**ASSIGNMENT:**
Please keep to the lines below from the one with "wrist: (481, 447)" through the one with "middle mcp: (36, 166)", and restate them word for word, ends included.

**RECORD SET:**
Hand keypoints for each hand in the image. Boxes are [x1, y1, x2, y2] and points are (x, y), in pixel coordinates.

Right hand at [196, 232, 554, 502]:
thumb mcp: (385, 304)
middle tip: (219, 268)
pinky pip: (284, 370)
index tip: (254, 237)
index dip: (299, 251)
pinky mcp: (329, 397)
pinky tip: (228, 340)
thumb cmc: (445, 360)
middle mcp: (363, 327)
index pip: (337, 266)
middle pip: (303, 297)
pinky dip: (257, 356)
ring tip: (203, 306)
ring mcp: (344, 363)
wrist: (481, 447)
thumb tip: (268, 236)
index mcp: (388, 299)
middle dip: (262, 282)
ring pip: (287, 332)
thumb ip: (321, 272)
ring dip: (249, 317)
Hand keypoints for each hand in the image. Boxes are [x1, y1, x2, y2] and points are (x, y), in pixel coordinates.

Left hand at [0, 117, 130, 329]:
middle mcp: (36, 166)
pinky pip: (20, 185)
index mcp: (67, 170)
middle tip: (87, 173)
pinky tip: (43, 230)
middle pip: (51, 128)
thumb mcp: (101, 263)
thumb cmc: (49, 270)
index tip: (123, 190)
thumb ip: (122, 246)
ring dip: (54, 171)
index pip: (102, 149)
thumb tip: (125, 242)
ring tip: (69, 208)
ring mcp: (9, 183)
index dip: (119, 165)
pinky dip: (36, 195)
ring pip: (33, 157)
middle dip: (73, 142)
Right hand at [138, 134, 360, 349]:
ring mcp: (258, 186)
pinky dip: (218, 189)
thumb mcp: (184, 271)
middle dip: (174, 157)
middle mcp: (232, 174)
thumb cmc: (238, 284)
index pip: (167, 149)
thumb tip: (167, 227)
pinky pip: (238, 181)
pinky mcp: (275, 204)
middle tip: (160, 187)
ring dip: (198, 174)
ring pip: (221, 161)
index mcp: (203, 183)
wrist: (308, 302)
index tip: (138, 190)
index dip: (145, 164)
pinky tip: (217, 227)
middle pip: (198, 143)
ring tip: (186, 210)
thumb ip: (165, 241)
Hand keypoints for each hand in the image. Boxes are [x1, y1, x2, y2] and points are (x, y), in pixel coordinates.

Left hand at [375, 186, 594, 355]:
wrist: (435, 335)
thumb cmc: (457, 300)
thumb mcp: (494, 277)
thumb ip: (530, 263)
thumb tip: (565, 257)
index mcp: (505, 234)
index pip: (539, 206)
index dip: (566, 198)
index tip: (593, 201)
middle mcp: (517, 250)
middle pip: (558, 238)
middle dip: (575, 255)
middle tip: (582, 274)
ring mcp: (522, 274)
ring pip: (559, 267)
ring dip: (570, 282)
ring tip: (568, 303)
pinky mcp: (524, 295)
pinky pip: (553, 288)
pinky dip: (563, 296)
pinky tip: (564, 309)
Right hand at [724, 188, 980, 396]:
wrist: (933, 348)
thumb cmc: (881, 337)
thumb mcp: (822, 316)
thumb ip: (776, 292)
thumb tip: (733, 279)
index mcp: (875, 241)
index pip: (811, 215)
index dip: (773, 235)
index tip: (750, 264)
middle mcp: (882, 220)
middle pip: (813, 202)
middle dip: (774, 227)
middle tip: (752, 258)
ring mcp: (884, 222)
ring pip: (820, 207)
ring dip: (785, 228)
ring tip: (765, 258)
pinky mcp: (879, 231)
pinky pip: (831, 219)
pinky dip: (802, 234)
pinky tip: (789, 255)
...
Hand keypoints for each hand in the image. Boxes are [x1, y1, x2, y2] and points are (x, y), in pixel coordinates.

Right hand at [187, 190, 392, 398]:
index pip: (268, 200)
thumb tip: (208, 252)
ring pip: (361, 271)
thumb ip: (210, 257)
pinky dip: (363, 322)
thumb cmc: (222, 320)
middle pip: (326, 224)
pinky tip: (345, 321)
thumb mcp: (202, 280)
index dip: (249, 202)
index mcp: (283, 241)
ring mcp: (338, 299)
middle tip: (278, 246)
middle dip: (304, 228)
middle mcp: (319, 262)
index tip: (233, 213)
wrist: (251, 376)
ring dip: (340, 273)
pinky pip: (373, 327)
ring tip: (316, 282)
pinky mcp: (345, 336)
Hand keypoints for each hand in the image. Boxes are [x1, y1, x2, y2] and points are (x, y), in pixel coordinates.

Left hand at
...
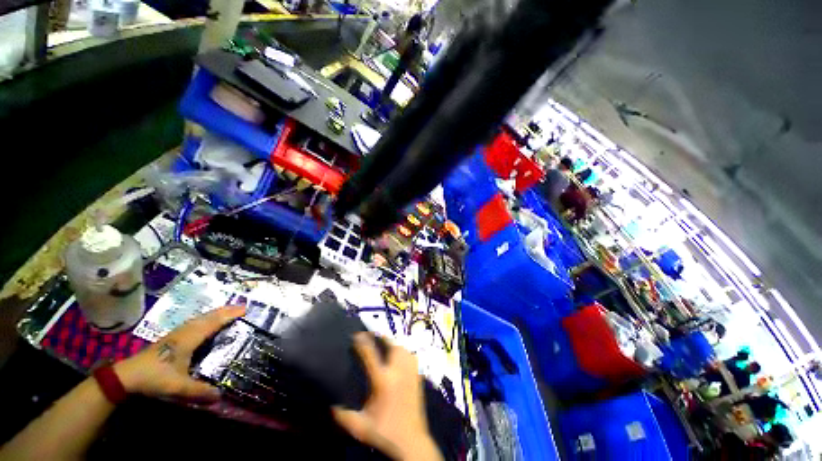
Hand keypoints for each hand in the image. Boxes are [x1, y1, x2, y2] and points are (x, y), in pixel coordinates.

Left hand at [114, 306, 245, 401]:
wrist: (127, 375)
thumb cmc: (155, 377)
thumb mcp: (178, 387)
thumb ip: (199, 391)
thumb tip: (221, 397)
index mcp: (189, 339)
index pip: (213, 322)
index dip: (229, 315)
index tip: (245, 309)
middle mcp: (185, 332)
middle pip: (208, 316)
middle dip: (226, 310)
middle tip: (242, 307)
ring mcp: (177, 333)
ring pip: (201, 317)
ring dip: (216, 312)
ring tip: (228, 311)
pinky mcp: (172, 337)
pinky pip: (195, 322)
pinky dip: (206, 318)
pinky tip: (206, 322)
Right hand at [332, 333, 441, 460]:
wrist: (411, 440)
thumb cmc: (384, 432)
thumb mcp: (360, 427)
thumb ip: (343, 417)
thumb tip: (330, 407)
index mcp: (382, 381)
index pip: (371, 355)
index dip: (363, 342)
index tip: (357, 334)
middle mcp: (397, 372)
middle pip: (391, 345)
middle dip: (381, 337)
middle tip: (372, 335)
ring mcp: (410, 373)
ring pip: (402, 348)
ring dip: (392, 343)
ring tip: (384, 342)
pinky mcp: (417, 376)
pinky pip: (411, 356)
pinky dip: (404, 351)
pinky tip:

**EXERCISE RESULT:**
wrist: (481, 447)
thumb tip: (268, 236)
index mcp: (388, 299)
middle dip: (262, 282)
ring pip: (287, 332)
thumb ip: (321, 272)
ring dip: (249, 317)
Hand keypoints for each hand in the image. Boxes are [x1, y1, x2, y2] and points are (x, y), in pixel coordinates.

Left hand at [0, 117, 130, 329]:
middle mcp: (36, 166)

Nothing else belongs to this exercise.